• [TO DO] Look for the word "Santos" in the entries below, then copy every line that has it.
DATA EXCERPTS section start
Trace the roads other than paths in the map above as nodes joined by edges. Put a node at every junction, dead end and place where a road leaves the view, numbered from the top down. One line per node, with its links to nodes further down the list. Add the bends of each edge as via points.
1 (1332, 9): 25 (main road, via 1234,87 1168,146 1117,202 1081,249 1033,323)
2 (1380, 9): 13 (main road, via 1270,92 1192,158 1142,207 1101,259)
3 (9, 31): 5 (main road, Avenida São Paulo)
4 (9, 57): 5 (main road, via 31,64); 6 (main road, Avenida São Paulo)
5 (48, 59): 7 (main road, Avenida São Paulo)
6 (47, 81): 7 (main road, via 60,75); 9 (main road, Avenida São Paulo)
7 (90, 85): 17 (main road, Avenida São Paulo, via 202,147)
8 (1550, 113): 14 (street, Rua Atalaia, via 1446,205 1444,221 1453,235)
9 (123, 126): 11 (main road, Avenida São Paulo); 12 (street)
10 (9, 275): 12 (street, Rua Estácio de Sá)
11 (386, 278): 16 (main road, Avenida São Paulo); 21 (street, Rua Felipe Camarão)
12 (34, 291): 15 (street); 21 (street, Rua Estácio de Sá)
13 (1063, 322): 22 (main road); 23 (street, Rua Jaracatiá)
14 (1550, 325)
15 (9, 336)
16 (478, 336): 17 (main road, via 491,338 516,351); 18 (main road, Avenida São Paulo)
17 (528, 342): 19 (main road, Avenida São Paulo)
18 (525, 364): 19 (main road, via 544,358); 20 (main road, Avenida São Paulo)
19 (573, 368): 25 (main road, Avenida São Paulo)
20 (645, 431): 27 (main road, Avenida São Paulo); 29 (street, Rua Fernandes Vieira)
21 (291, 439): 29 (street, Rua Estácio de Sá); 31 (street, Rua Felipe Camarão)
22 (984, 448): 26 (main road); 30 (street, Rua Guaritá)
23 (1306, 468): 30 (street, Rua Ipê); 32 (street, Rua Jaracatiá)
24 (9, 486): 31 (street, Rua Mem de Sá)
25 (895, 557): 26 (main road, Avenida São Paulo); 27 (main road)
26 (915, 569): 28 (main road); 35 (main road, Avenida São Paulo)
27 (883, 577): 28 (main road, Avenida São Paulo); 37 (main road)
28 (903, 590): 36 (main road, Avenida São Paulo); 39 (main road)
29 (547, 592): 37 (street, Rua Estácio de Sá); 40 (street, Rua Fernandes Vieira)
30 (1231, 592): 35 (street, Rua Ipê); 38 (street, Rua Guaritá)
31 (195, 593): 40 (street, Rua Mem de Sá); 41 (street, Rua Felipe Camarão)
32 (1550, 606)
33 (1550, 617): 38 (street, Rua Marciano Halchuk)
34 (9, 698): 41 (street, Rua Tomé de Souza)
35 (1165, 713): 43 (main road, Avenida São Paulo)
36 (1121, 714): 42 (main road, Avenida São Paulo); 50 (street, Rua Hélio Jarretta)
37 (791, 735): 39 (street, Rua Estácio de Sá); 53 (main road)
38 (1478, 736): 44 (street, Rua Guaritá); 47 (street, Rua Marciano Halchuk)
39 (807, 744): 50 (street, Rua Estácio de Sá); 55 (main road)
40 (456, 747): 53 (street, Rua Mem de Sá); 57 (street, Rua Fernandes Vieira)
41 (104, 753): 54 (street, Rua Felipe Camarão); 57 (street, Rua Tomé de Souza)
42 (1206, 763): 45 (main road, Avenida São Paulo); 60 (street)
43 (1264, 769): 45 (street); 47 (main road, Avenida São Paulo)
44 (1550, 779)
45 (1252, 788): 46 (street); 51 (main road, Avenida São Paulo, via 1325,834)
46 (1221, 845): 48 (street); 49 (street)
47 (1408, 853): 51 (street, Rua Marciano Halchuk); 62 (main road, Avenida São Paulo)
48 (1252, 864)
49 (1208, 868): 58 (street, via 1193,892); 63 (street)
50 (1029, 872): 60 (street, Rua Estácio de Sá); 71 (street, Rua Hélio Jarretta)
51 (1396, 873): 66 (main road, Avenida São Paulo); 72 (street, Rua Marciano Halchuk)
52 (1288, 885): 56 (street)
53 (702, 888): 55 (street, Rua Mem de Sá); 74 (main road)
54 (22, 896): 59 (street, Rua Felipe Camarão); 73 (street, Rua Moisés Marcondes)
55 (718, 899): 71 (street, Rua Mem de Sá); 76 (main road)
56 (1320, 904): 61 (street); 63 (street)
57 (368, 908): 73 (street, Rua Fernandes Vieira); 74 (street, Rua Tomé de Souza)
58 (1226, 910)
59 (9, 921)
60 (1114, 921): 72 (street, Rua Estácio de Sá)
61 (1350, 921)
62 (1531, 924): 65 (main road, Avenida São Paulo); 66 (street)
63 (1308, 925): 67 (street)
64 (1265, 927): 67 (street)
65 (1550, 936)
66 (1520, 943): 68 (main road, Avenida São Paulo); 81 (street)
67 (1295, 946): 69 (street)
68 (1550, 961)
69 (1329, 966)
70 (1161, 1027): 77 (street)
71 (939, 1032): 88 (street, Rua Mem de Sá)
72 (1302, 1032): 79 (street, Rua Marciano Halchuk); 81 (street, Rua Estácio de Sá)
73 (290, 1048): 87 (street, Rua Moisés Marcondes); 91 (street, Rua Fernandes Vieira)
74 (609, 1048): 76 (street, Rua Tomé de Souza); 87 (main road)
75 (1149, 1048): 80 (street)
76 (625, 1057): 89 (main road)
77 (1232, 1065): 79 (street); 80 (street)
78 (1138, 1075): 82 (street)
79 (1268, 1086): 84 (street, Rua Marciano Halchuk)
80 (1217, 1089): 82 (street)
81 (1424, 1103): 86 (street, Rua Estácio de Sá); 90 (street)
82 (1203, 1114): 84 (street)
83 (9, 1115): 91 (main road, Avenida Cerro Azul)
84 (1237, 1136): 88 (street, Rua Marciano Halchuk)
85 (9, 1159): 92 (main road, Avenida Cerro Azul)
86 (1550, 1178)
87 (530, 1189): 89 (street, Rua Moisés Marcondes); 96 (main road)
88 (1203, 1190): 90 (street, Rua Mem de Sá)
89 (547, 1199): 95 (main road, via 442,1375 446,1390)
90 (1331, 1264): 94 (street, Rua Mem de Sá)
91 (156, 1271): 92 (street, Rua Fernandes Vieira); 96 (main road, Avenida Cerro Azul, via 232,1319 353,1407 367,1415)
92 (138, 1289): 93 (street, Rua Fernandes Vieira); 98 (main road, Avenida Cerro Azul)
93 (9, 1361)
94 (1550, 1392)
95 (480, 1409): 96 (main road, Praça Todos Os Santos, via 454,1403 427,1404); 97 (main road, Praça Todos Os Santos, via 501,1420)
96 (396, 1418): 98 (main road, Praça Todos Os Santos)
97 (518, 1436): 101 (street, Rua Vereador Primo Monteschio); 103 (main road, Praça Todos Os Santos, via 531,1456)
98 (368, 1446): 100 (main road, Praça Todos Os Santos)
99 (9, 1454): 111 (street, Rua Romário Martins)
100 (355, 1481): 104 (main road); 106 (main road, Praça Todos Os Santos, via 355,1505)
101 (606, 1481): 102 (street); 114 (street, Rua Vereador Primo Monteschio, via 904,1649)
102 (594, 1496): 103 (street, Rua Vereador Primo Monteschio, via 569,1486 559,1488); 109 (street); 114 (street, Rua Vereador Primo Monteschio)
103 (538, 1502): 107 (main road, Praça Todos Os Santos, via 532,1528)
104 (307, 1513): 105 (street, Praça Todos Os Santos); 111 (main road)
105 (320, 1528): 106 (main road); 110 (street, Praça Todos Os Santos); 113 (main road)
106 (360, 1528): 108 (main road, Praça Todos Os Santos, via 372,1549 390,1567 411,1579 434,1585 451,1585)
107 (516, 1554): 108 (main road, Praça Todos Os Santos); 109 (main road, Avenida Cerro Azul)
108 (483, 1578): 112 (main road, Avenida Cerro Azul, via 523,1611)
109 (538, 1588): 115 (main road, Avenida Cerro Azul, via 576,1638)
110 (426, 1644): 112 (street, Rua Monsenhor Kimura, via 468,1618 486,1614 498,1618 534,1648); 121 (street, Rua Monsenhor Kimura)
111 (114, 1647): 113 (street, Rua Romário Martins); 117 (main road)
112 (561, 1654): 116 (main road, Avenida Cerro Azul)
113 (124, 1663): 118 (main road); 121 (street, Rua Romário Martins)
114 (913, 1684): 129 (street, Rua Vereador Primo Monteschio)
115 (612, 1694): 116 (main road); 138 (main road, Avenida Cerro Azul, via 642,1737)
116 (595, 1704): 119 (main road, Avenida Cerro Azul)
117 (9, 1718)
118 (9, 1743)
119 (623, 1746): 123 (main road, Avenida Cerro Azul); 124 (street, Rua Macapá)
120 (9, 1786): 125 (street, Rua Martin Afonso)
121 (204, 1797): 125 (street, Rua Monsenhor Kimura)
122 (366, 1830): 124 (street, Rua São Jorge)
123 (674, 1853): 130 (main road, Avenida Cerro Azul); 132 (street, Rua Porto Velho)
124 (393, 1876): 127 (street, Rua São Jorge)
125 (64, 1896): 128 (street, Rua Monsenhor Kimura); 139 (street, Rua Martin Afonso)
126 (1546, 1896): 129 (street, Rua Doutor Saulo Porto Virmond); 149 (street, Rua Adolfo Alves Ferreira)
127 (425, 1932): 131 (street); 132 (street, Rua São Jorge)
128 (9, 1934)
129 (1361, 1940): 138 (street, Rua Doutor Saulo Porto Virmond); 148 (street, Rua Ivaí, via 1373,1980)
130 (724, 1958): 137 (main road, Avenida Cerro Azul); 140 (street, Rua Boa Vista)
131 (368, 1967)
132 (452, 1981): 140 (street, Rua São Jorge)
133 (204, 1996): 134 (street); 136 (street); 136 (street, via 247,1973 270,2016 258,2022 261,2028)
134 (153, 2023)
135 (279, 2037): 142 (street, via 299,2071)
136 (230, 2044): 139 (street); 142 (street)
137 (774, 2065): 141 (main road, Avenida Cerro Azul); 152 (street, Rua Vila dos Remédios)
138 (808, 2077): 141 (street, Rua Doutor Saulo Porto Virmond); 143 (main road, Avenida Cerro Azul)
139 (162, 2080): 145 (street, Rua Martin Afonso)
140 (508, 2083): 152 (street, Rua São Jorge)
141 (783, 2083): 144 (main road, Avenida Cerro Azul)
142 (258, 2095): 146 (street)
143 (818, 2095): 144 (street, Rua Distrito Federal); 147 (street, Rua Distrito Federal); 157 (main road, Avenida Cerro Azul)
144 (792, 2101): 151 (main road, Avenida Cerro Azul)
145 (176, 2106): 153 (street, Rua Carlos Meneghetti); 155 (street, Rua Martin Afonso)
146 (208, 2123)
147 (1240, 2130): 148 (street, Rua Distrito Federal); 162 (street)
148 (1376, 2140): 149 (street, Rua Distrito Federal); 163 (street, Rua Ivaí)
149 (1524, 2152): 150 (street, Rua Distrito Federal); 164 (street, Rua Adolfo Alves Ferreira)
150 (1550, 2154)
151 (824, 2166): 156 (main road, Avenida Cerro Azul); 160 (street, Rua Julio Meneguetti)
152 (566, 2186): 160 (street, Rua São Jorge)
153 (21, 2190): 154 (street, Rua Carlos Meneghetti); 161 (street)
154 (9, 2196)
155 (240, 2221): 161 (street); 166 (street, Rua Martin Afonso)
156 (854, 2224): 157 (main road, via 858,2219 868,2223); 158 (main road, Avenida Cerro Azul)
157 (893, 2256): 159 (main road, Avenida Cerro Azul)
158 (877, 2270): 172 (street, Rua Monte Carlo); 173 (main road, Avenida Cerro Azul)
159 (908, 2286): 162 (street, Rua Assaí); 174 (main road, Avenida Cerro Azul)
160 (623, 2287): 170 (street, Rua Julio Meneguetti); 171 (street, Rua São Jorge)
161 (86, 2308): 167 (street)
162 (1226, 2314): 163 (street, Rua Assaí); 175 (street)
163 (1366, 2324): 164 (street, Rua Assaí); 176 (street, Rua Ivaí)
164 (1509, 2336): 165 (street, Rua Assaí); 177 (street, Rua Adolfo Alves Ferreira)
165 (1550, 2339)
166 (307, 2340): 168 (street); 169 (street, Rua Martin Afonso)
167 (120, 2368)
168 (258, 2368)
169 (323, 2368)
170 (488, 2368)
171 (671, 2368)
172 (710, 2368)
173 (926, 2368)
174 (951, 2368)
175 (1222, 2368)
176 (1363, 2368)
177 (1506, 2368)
DATA EXCERPTS section end
• [RESPONSE TO THIS EXERCISE]
95 (480, 1409): 96 (main road, Praça Todos Os Santos, via 454,1403 427,1404); 97 (main road, Praça Todos Os Santos, via 501,1420)
96 (396, 1418): 98 (main road, Praça Todos Os Santos)
97 (518, 1436): 101 (street, Rua Vereador Primo Monteschio); 103 (main road, Praça Todos Os Santos, via 531,1456)
98 (368, 1446): 100 (main road, Praça Todos Os Santos)
100 (355, 1481): 104 (main road); 106 (main road, Praça Todos Os Santos, via 355,1505)
103 (538, 1502): 107 (main road, Praça Todos Os Santos, via 532,1528)
104 (307, 1513): 105 (street, Praça Todos Os Santos); 111 (main road)
105 (320, 1528): 106 (main road); 110 (street, Praça Todos Os Santos); 113 (main road)
106 (360, 1528): 108 (main road, Praça Todos Os Santos, via 372,1549 390,1567 411,1579 434,1585 451,1585)
107 (516, 1554): 108 (main road, Praça Todos Os Santos); 109 (main road, Avenida Cerro Azul)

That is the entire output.